Книга: Собор Парижской Богоматери. Париж (сборник)
Назад: II. Горбатый, одноглазый, хромой
Дальше: V. Ключи от Красной двери

III. Глухой

На другое утро она заметила, что хорошо выспалась. Это ее удивило. Она уже так давно отвыкла от сна. Веселый луч восходящего солнца проходил в окошечко и падал ей на лицо. Вместе с солнцем она увидала в окошечке и нечто страшное: лицо несчастного Квазимодо. Невольно она закрыла глаза, но и сквозь закрытые веки ей казалось, что она видит эту одноглазую, зубастую маску. Тогда она услышала грубый голос, кротко говоривший:

– Не бойтесь. Я ваш друг. Я смотрел, как вы спите. Ведь вам от этого не больно, когда я смотрю на вас. Не все ли вам равно, что я здесь, когда глаза у вас закрыты. А теперь я уйду. Вот! Я встал за стеной. Вы можете открыть глаза.

Выражение, с которым это говорилось, было еще грустнее самих слов. Тронутая цыганка открыла глаза. Его действительно не было в окошке. Девушка подошла к окну и увидала бедного хромого, спрятавшегося за стеной в грустной и покорной позе. Она сделала над собой усилие, преодолевая отвращение, которое он ей внушал, и тихо сказала:

– Подите сюда!

По движению губ Квазимодо подумал, что она гонит его. Он опустил голову и стал медленно удаляться, хромая, боясь даже поднять на молодую девушку свой взгляд, полный отчаяния.

– Подите сюда! – крикнула она; но он продолжал удаляться.

Тогда она выскочила из кельи, подбежала к нему и взяла его за руку. Почувствовав ее прикосновение, Квазимодо задрожал всем телом. Он поднял на нее умоляющий взгляд; когда он увидел, что она удерживает его, все лицо его осветилось радостью и нежностью. Она хотела, чтобы он вошел в ее комнату, но он остановился на пороге.

– Нет, нет, – сказал он, – сова не должна входить в гнездо жаворонка.

Она грациозно уселась на свое ложе. Козочка спала у ее ног. Несколько минут Эсмеральда и Квазимодо молчали и рассматривали: он – такую красоту, она – такое безобразие. Каждую минуту она находила в нем новые уродства: ее взгляд перебегал с кривых колен на горб, с горба на единственный глаз. Она не могла понять, как существует такое уродливое создание! Впрочем, в нем было столько грусти и нежности, что она начинала привыкать к нему.

Квазимодо заговорил первый:

– Вы сказали мне, чтоб я вернулся?

Она кивнула головой, произнеся:

– Да.

Он понял ее кивок.

– Увы, – нерешительно сказал он, – ведь я… глухой.

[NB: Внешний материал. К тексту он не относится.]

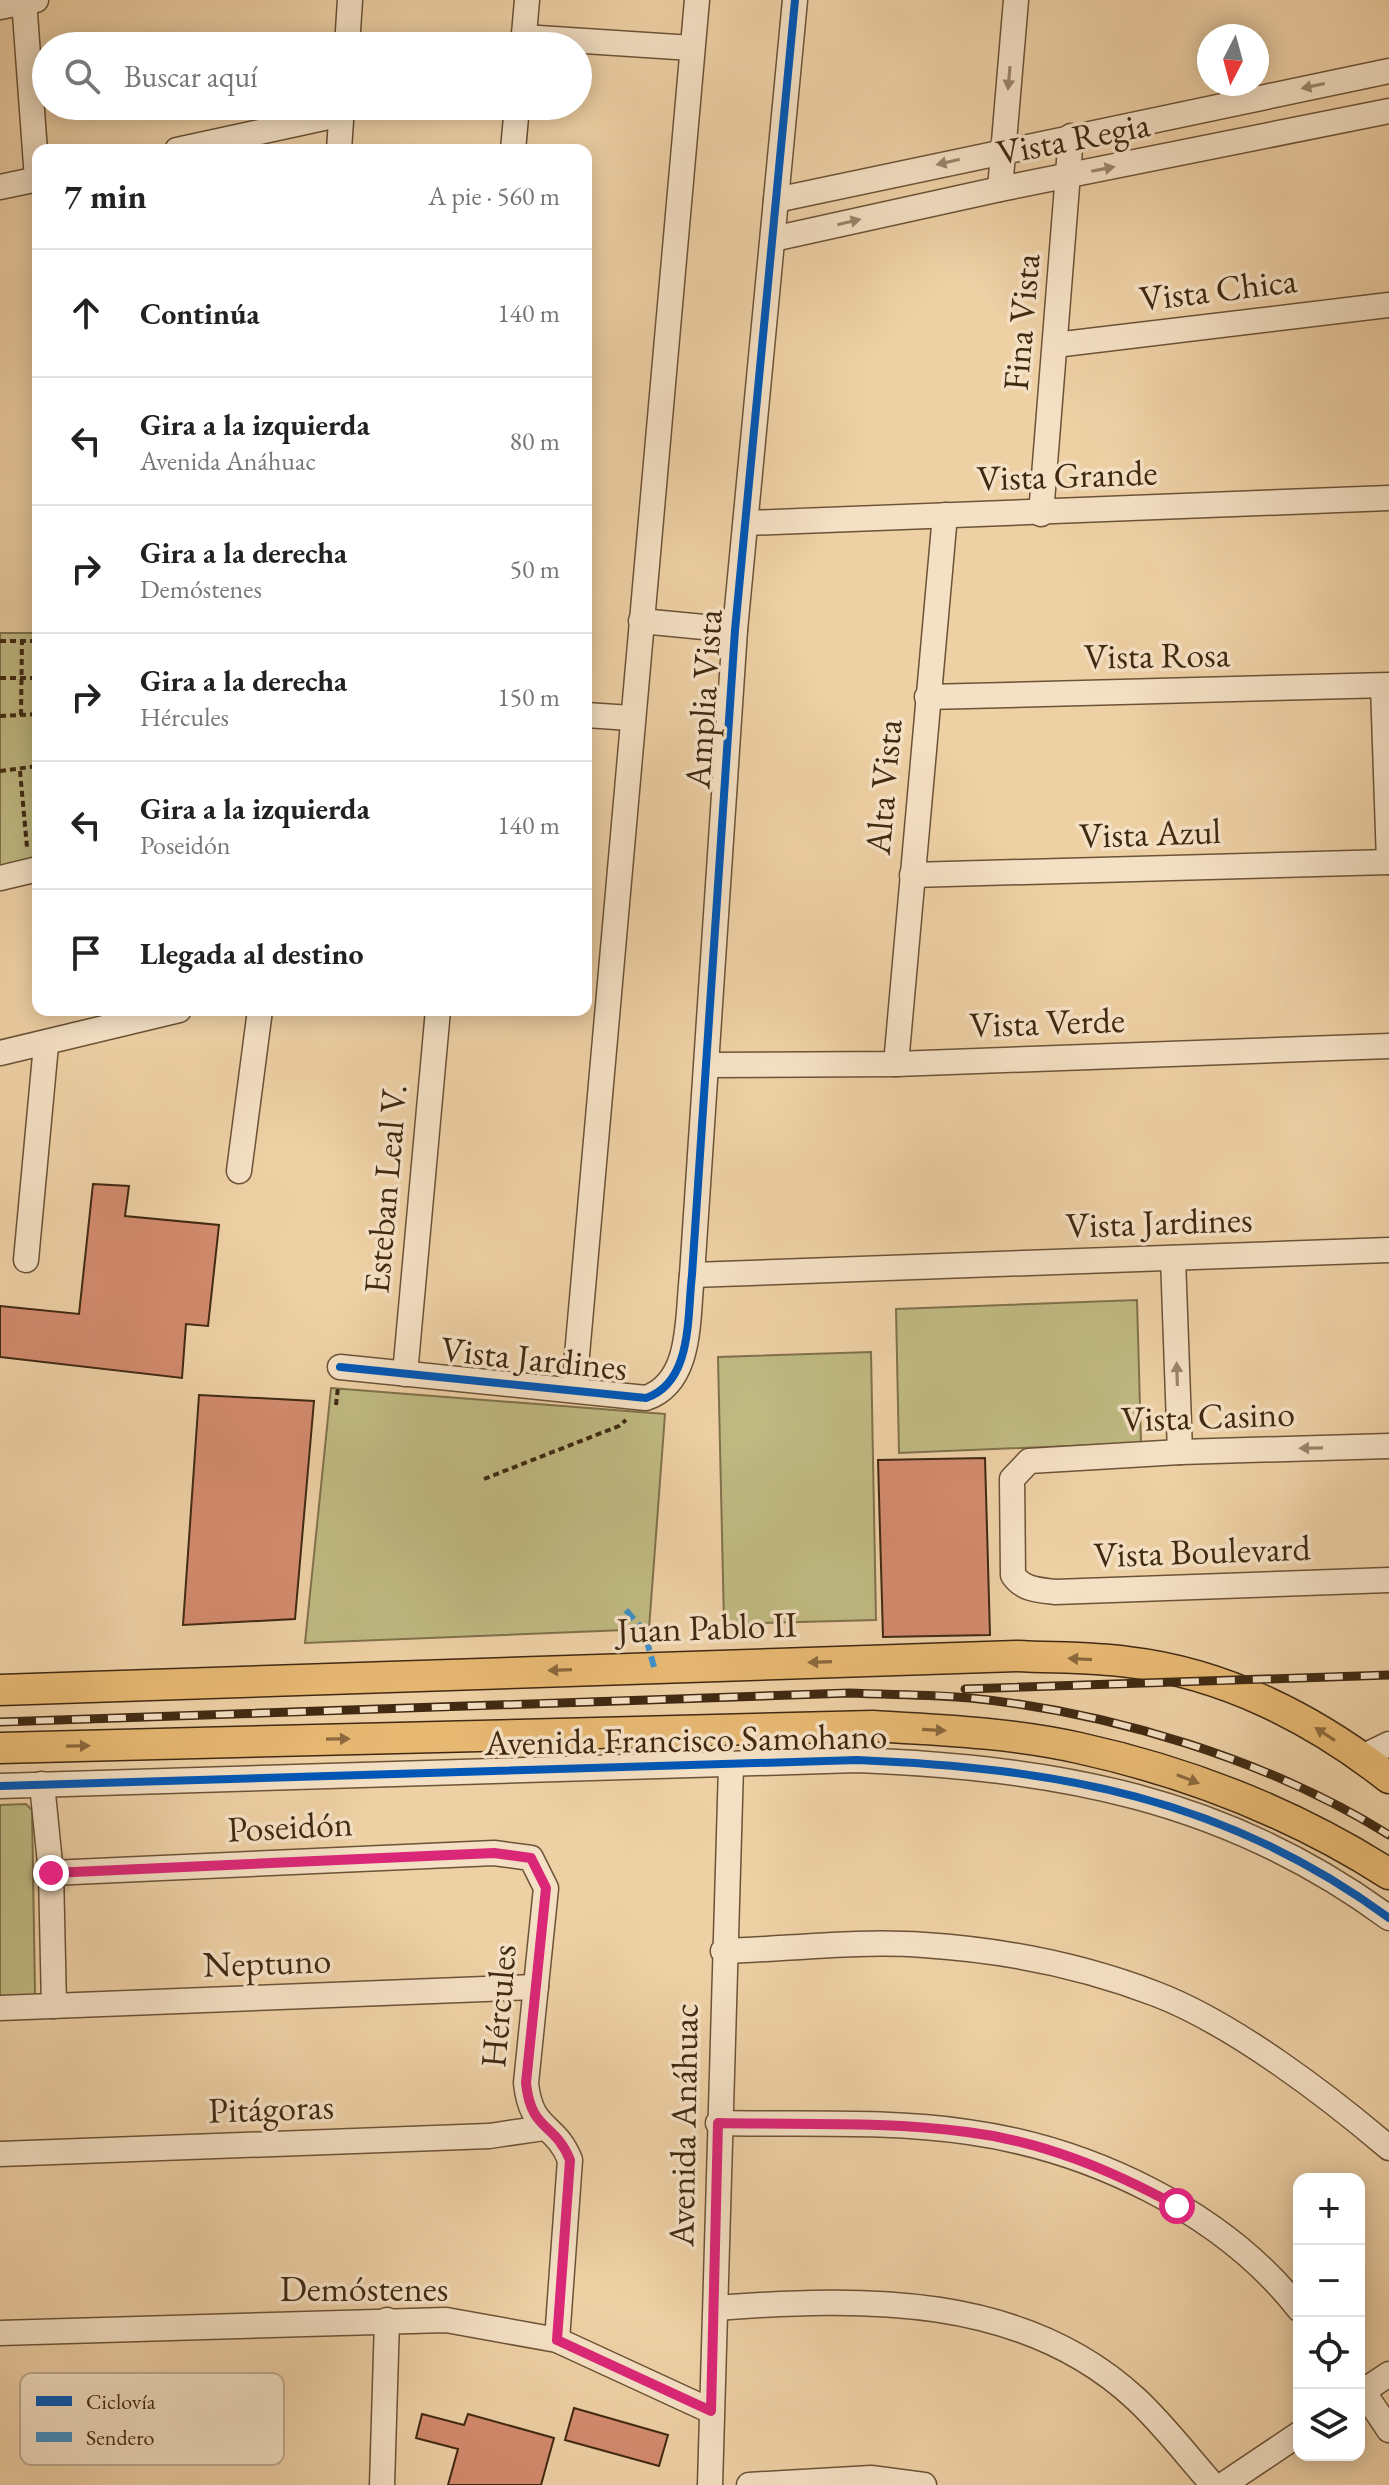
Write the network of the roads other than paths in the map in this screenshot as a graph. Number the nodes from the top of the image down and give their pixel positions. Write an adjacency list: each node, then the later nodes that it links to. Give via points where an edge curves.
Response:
1 (350, 0): 8 (street)
2 (527, 0): 9 (street)
3 (697, 0): 11 (street)
4 (795, 0): 29 (street, Amplia Vista)
5 (1016, 0): 24 (street, one-way to 24)
6 (28, 1): 7 (street); 13 (street)
7 (0, 7)
8 (348, 32)
9 (524, 32)
10 (592, 44): 11 (street)
11 (692, 48): 37 (street)
12 (1389, 71): 19 (street, Vista Regia, one-way to 19)
13 (32, 80)
14 (1389, 111): 25 (street, Vista Regia, one-way to 14)
15 (34, 120): 20 (street)
16 (301, 120): 21 (street)
17 (341, 120): 22 (street)
18 (516, 120): 23 (street)
19 (1071, 136): 24 (street, Vista Regia); 25 (street, Fina Vista)
20 (35, 144)
21 (202, 144)
22 (339, 144)
23 (514, 144)
24 (1002, 150): 28 (street); 29 (street, Vista Regia, one-way to 29)
25 (1069, 176): 28 (street, Vista Regia); 32 (street, Fina Vista)
26 (32, 180): 27 (street)
27 (0, 187)
28 (1000, 189): 30 (street, Vista Regia, one-way to 28)
29 (776, 200): 30 (street, Amplia Vista)
30 (773, 239): 36 (street, Amplia Vista)
31 (1389, 305): 32 (street, Vista Chica)
32 (1055, 345): 34 (street, Fina Vista)
33 (1389, 498): 34 (street, Vista Grande)
34 (1041, 514): 35 (street, Vista Grande)
35 (945, 515): 36 (street, Vista Grande); 40 (street, Alta Vista)
36 (747, 523): 38 (street, Amplia Vista)
37 (641, 621): 38 (street); 42 (street)
38 (735, 630): 54 (street, Amplia Vista)
39 (1386, 685): 40 (street, Vista Rosa); 44 (street)
40 (927, 697): 45 (street, Alta Vista)
41 (592, 715): 42 (street)
42 (631, 718): 62 (street)
43 (32, 860): 46 (street)
44 (1389, 862): 45 (street, Vista Azul)
45 (912, 875): 53 (street, Alta Vista)
46 (0, 878)
47 (156, 1016): 50 (street)
48 (259, 1016): 55 (street)
49 (437, 1016): 61 (street, Esteban Leal V.)
50 (46, 1045): 52 (street); 58 (street)
51 (1389, 1046): 53 (street, Vista Verde)
52 (0, 1053)
53 (896, 1064): 54 (street, Vista Verde)
54 (707, 1065): 59 (street, Amplia Vista)
55 (239, 1171)
56 (1389, 1250): 57 (street, Vista Jardines)
57 (1173, 1258): 59 (street, Vista Jardines); 65 (street, one-way to 57)
58 (26, 1260)
59 (692, 1275): 63 (street, Amplia Vista, via 680,1367 671,1383)
60 (340, 1367): 61 (street, Vista Jardines)
61 (405, 1374): 62 (street, Vista Jardines)
62 (574, 1389): 63 (street, Vista Jardines)
63 (652, 1396)
64 (1389, 1446): 65 (street, Vista Casino, one-way to 65)
65 (1180, 1452): 67 (street, Vista Casino, via 1029,1461 1012,1479 1013,1575)
66 (1389, 1580): 67 (street, Vista Boulevard, via 1055,1592)
67 (1019, 1584)
68 (0, 1690): 71 (main road, Juan Pablo II, one-way to 68, via 1305,1721 1217,1681 1129,1662 1017,1656)
69 (1389, 1744): 71 (street)
70 (0, 1748): 78 (main road, one-way to 78, via 873,1726 974,1732 1078,1748 1178,1774 1269,1810)
71 (1362, 1757): 73 (main road, Juan Pablo II)
72 (731, 1766): 74 (street, Avenida Francisco Samohano); 79 (street, Avenida Francisco Samohano, via 857,1760 923,1763 1105,1787 1251,1837 1322,1872); 80 (street, Avenida Anáhuac)
73 (1389, 1778)
74 (42, 1784): 75 (street, Avenida Francisco Samohano); 77 (street)
75 (0, 1786)
76 (531, 1858): 77 (street, Poseidón, via 494,1853); 81 (street, Hércules, via 546,1888)
77 (51, 1873): 82 (street)
78 (1389, 1874)
79 (1389, 1918)
80 (723, 1951): 84 (street, Avenida Anáhuac); 86 (street, via 922,1945 1013,1955 1081,1971 1158,1994 1225,2030 1283,2066)
81 (536, 1987): 82 (street, Neptuno); 85 (street, Hércules, via 526,2083 529,2108)
82 (54, 2006): 83 (street, Neptuno)
83 (0, 2008)
84 (718, 2123): 88 (street, via 967,2132 1046,2149 1116,2173 1177,2206 1228,2240); 89 (street, Avenida Anáhuac)
85 (544, 2128): 87 (street, Pitágoras, via 462,2137); 92 (street, Hércules, via 563,2142 570,2160)
86 (1389, 2148)
87 (0, 2154)
88 (1293, 2302)
89 (716, 2308): 96 (street, Avenida Anáhuac); 103 (street, via 814,2300 883,2302 949,2309 1011,2326 1080,2356 1136,2399)
90 (387, 2320): 91 (street, Demóstenes); 92 (street, Demóstenes, via 446,2320); 99 (street)
91 (0, 2333)
92 (557, 2340): 96 (street, Demóstenes)
93 (1389, 2374): 94 (street)
94 (1363, 2389)
95 (1365, 2396): 97 (street)
96 (711, 2411): 100 (street, Avenida Anáhuac)
97 (1389, 2430)
98 (1293, 2438): 104 (street)
99 (382, 2485)
100 (710, 2485)
101 (749, 2485): 102 (street, via 871,2478)
102 (924, 2485)
103 (1213, 2485)
104 (1223, 2485)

– Бедный! – вскричала с видом ласкового сострадания цыганка.

Он печально улыбнулся.

– Вы находите, что только этого мне недоставало, не правда ли? Да, я глух и безобразен. Это ужасно, что я такой, не правда ли? А вы, вы так прекрасны!

В голосе несчастного было такое глубокое сознание своего горя, что она не имела силы ответить ему. Да он ее бы и не услышал.

Квазимодо продолжал:

– Я никогда не сознавал так своего безобразия, как теперь. Когда я сравниваю себя с вами, мне жалко самого себя, бедного урода! Я вам кажусь зверем, не так ли? А вы, вы – луч солнца, вы – капля росы, вы – пение птицы! Я ужасен: ни зверь, ни человек, я тверже, безобразнее булыжника, который топчут ногами.

Он засмеялся, и смех этот надрывал душу. Затем он продолжал:

– Да, я глух. Но вы можете говорить со мной жестами, знаками. У меня есть учитель, который так говорит со мной. Я скоро привыкну узнавать ваши желания по движению губ, по глазам.

– Ну, так скажите мне, – проговорила она, улыбаясь, – зачем вы спасли меня?

Он внимательно присматривался к ней.

– Я понял, – сказал он. – Вы спрашиваете, зачем я вас спас? Вы забыли несчастного, который как-то ночью хотел украсть вас и которому вы же на следующий день подали помощь на проклятом позорном столбе. За эту каплю воды и за вашу жалость я могу заплатить только своей жизнью. Вы забыли этого несчастного, но он не забыл вас!

Она слушала его, глубоко тронутая. Слезы было навернулись на глаза звонаря, но он удержал их.

– Послушайте, – продолжал он, почувствовав, что не заплачет, – у нас тут высокие башни, человек, упавший с одной из них, умрет раньше, чем долетит до мостовой. Когда вы пожелаете, чтоб я бросился, вам не нужно будет произнести ни слова, – одного взгляда будет достаточно.

Он встал. Это странное существо возбуждало сожаление бедной цыганки. Она сделала ему знак остаться.

– Нет, нет, – сказал он, – я не должен оставаться слишком долго. Я неспокоен, когда вы смотрите на меня. Вы из жалости не отворачиваете от меня глаз. Я пойду куда-нибудь, откуда буду видеть вас, а вам не будет нужно смотреть на меня. Так будет лучше.

Он вынул из кармана металлический свисток.

– Возьмите, – сказал он, – и когда вам нужно будет меня, когда вы захотите, чтоб я пришел, когда вам не так будет противно видеть меня, – засвистите. Этот звук я слышу.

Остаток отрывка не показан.